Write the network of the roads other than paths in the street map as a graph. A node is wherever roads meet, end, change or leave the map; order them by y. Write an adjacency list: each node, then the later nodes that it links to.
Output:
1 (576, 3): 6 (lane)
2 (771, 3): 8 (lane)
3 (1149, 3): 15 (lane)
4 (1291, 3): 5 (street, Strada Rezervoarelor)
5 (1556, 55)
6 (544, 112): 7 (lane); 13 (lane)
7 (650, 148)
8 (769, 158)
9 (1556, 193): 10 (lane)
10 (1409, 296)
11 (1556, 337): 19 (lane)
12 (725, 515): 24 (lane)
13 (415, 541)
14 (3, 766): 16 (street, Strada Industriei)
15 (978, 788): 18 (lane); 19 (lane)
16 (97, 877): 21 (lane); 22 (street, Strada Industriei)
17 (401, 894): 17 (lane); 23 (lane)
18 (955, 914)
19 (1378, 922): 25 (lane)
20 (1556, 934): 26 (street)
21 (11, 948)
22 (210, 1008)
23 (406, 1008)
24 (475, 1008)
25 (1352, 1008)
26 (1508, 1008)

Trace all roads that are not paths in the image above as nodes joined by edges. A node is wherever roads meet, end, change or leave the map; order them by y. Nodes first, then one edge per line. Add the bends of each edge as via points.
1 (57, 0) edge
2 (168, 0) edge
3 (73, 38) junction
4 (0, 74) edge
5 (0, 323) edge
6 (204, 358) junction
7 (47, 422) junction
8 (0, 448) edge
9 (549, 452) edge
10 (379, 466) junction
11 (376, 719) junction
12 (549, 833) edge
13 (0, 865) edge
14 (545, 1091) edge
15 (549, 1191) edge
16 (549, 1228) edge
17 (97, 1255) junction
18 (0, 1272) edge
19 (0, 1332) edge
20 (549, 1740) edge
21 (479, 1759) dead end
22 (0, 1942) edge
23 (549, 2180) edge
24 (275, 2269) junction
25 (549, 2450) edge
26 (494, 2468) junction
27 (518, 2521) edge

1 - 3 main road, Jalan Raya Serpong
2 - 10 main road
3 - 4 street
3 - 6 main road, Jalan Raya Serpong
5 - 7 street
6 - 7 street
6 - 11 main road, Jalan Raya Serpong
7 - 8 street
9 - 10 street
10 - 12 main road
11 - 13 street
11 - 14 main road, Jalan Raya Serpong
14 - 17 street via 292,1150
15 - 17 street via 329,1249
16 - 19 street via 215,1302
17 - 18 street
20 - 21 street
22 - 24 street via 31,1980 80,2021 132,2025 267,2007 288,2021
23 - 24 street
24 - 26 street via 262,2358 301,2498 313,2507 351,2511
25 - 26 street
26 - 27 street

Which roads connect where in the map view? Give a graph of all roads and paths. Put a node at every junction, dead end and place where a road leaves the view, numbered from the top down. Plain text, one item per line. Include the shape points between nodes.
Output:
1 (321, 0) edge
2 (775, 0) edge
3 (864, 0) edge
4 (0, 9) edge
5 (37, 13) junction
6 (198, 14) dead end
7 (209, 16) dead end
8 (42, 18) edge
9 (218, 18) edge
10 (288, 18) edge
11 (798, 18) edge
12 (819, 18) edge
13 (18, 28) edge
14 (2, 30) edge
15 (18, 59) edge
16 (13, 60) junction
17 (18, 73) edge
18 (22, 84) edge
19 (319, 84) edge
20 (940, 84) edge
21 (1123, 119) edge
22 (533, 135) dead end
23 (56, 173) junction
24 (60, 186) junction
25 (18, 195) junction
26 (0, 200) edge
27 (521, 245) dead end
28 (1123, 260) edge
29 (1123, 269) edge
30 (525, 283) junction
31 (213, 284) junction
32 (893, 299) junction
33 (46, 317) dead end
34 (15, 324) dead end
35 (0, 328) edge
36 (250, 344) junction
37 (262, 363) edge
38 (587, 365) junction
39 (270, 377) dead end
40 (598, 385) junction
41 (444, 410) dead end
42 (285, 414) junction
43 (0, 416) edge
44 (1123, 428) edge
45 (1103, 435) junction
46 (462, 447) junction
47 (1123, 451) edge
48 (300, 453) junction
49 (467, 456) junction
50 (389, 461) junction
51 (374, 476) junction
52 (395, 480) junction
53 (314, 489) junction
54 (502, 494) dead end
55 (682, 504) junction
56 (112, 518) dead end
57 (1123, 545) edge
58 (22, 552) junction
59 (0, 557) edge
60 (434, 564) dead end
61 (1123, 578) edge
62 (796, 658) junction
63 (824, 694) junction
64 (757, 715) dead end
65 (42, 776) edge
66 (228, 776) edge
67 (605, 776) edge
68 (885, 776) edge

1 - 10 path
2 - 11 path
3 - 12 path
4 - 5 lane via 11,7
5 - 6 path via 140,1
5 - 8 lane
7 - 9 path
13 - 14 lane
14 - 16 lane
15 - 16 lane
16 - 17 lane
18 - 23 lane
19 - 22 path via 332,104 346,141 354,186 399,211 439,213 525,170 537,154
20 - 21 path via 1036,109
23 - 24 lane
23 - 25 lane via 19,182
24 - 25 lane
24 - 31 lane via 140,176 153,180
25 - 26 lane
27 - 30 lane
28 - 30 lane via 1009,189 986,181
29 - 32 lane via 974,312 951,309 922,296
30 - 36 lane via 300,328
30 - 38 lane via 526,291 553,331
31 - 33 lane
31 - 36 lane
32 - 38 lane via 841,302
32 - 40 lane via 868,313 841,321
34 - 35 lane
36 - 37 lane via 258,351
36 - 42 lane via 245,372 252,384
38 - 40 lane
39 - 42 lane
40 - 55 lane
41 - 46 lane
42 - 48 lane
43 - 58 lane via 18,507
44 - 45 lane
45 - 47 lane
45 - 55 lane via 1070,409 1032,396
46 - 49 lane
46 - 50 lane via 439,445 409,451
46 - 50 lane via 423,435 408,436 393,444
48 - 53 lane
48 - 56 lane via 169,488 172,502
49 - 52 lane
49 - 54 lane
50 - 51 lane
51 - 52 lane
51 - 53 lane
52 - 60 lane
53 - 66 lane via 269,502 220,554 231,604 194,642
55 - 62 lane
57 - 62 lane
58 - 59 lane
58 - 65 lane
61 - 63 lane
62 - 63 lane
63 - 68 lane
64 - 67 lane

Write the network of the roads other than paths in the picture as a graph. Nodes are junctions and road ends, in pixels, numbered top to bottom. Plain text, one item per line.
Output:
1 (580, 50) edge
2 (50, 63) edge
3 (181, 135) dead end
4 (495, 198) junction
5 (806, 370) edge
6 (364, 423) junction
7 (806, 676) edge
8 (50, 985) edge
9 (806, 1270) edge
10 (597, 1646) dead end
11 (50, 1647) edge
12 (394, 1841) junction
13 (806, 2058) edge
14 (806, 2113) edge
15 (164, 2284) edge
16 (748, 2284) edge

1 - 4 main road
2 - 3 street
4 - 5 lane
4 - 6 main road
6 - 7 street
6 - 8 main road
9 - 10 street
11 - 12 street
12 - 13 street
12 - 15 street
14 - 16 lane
_ _ _ _
● Exercise description
Filter the material above down to the lines that hold the word "text".

● Solved exercise
Which roads connect where in the map view? Give a graph of all roads and paths. Put a node at every junction, dead end and place where a road leaves the view, numbered from the top down. Plain text, one item per line. Include the shape points between nodes.
Write the network of the roads other than paths in the picture as a graph. Nodes are junctions and road ends, in pixels, numbered top to bottom. Plain text, one item per line.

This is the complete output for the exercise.